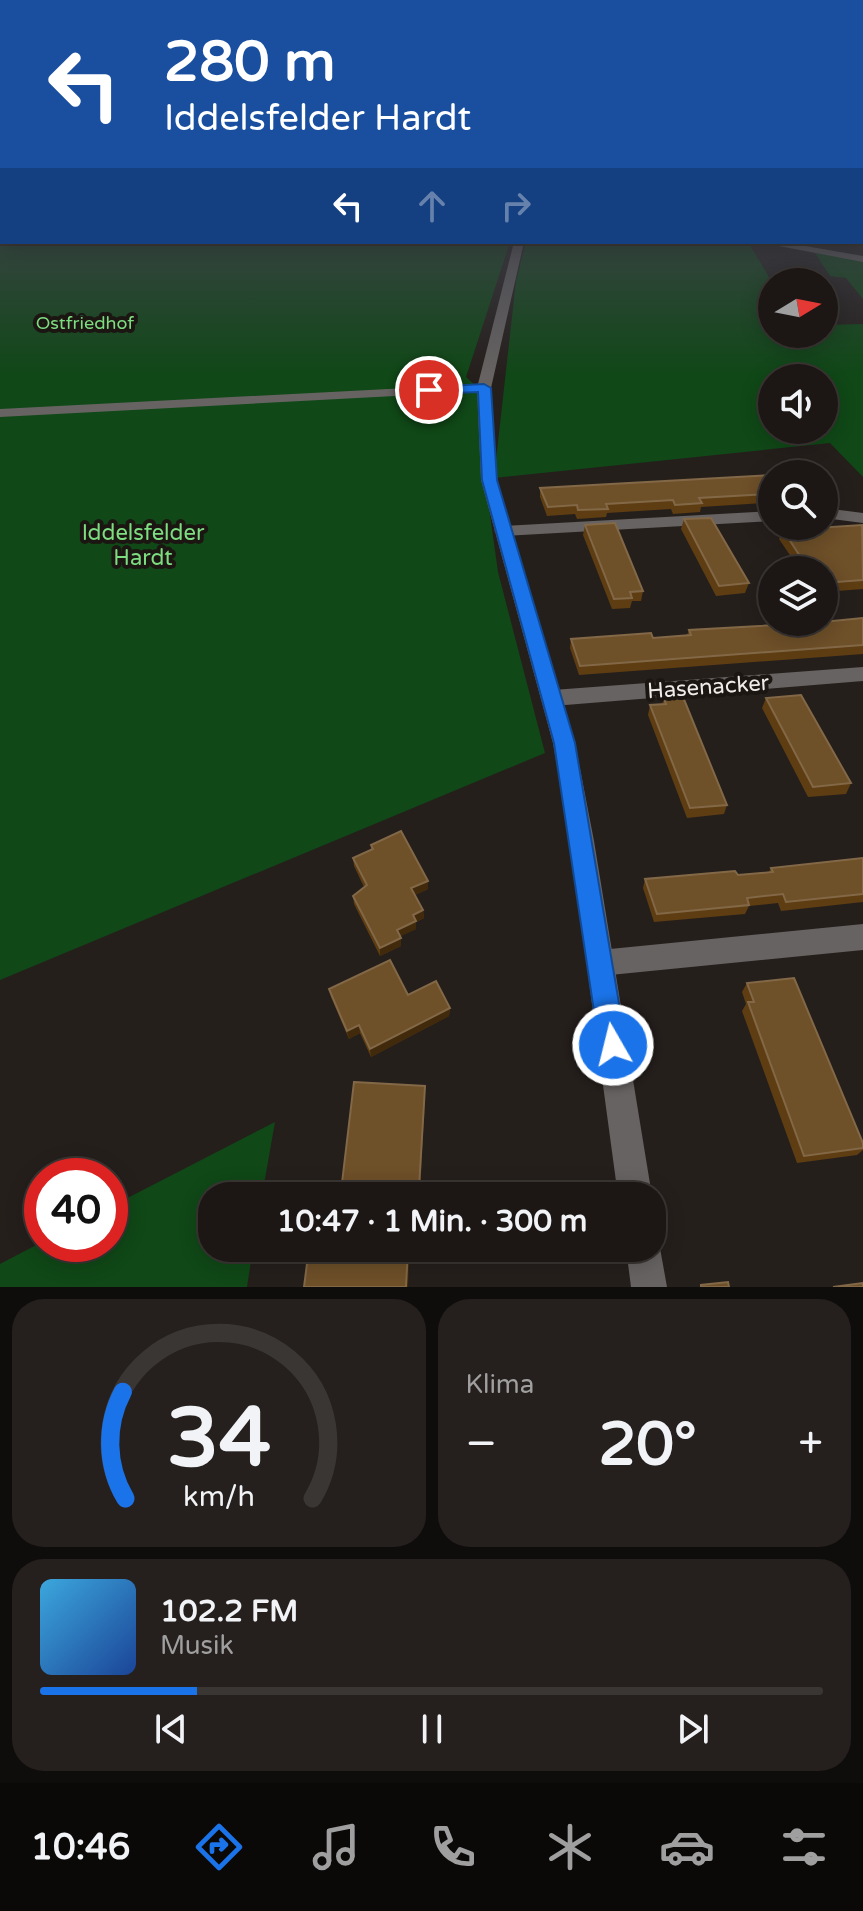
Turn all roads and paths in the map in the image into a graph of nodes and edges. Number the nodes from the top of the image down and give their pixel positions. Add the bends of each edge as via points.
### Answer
1 (516, 256) edge
2 (484, 388) junction
3 (0, 413) edge
4 (838, 515) edge
5 (758, 517) edge
6 (863, 518) edge
7 (503, 531) junction
8 (863, 674) edge
9 (553, 698) junction
10 (863, 937) edge
11 (600, 963) junction
12 (633, 1182) edge
13 (645, 1262) edge
14 (649, 1287) edge

1 - 2 street
2 - 3 street
2 - 7 street via 489,480
4 - 6 street
5 - 7 street
7 - 9 street
8 - 9 street, Hasenacker
9 - 11 street
10 - 11 street
11 - 12 street
13 - 14 street

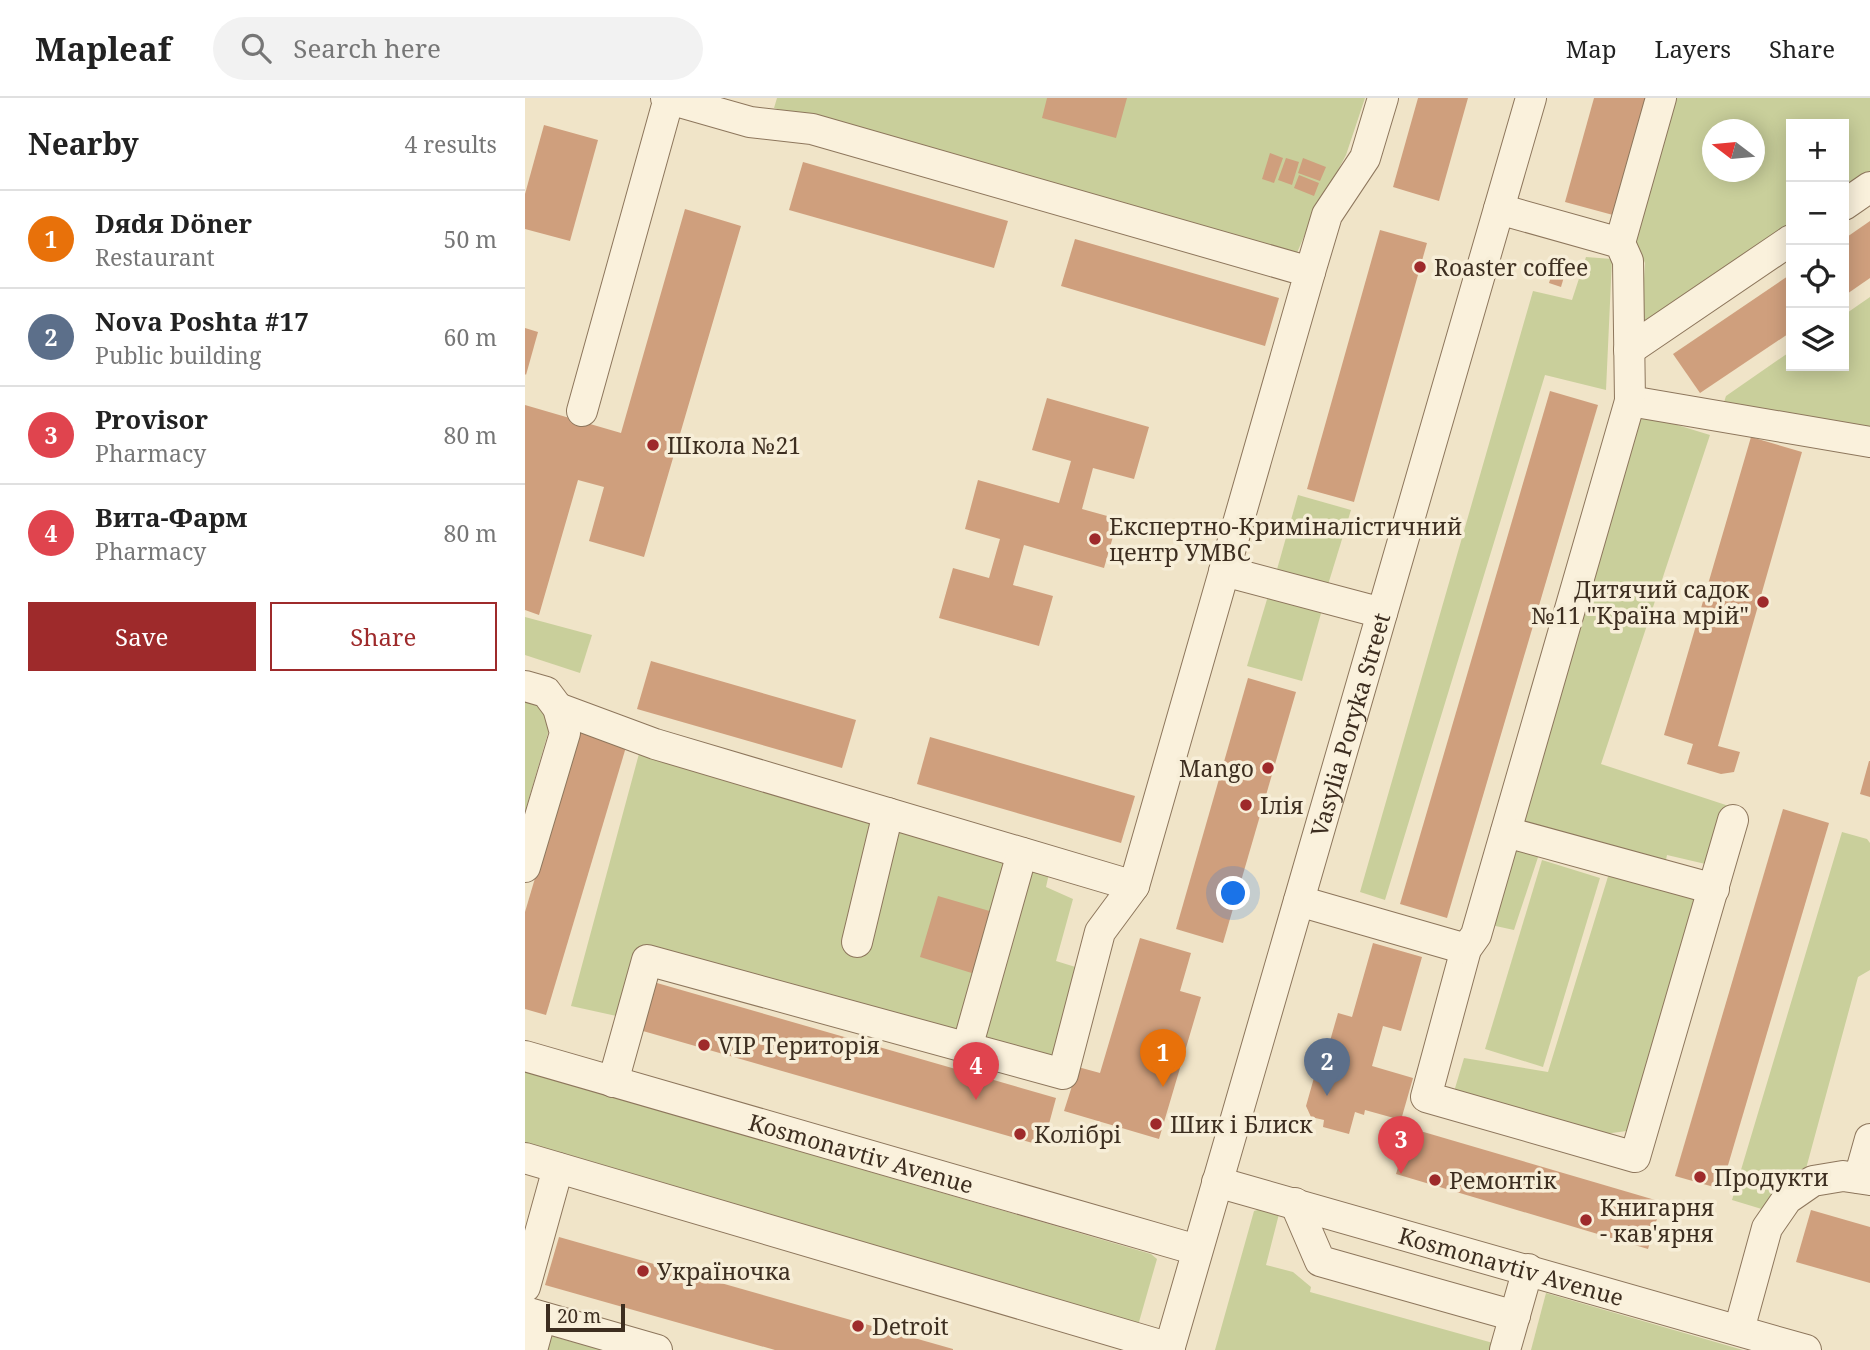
==================================================
◆ Work order:
Everything in the preceding material must be transcribed exactly, except the images.

◆ Your response:
Turn all roads and paths in the map in the image into a graph of nodes and edges. Number the nodes from the top of the image down and give their pixel positions. Add the bends of each edge as via points.
### Answer
1 (516, 256) edge
2 (484, 388) junction
3 (0, 413) edge
4 (838, 515) edge
5 (758, 517) edge
6 (863, 518) edge
7 (503, 531) junction
8 (863, 674) edge
9 (553, 698) junction
10 (863, 937) edge
11 (600, 963) junction
12 (633, 1182) edge
13 (645, 1262) edge
14 (649, 1287) edge

1 - 2 street
2 - 3 street
2 - 7 street via 489,480
4 - 6 street
5 - 7 street
7 - 9 street
8 - 9 street, Hasenacker
9 - 11 street
10 - 11 street
11 - 12 street
13 - 14 street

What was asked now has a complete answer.